Work task
Filter the entries for the word "index". Copy each line in which it occurs.
━━ Extracted data ━━
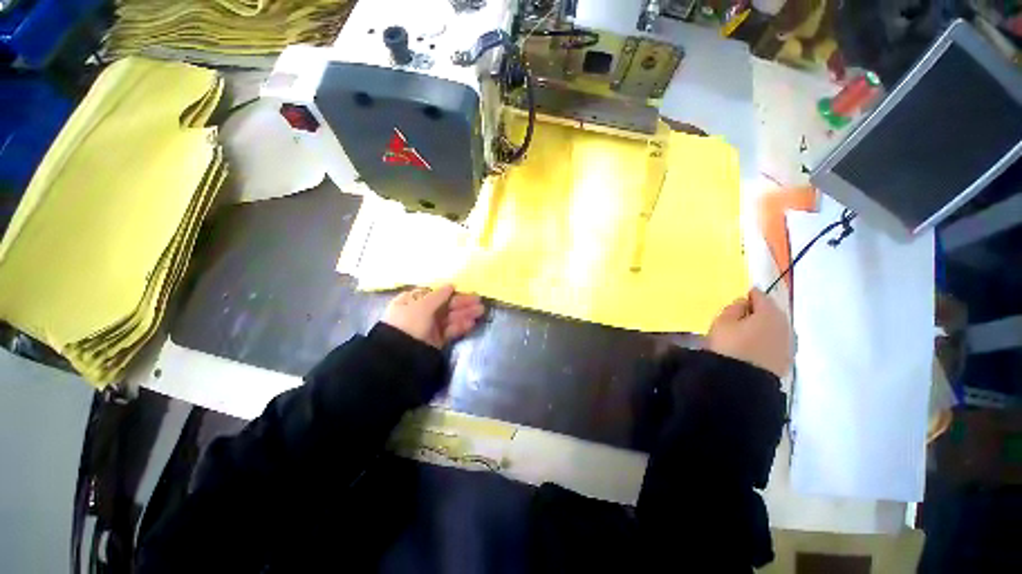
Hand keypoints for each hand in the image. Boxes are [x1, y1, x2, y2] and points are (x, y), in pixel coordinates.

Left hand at [382, 284, 484, 348]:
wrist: (401, 355)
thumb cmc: (408, 323)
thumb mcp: (422, 306)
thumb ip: (438, 295)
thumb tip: (451, 285)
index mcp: (411, 301)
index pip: (434, 294)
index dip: (449, 292)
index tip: (463, 291)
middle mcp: (420, 313)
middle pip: (445, 305)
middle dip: (462, 303)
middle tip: (479, 301)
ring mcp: (429, 327)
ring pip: (450, 318)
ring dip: (465, 314)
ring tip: (480, 311)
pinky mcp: (436, 340)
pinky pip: (450, 330)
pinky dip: (460, 326)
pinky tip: (471, 323)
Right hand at [707, 288, 792, 377]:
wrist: (743, 382)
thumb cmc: (729, 345)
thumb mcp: (722, 322)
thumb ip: (733, 308)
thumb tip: (744, 302)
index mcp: (769, 312)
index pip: (759, 295)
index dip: (747, 295)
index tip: (737, 300)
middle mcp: (785, 324)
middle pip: (771, 311)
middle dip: (758, 311)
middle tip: (740, 316)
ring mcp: (789, 343)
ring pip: (775, 327)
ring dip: (763, 327)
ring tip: (746, 333)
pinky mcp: (787, 359)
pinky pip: (776, 342)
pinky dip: (767, 340)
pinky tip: (754, 346)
━━━
Exercise result
index mcp: (411, 301)
index pip: (434, 294)
index dip: (449, 292)
index tip: (463, 291)
index mcp: (769, 312)
index pip: (759, 295)
index dip: (747, 295)
index tip: (737, 300)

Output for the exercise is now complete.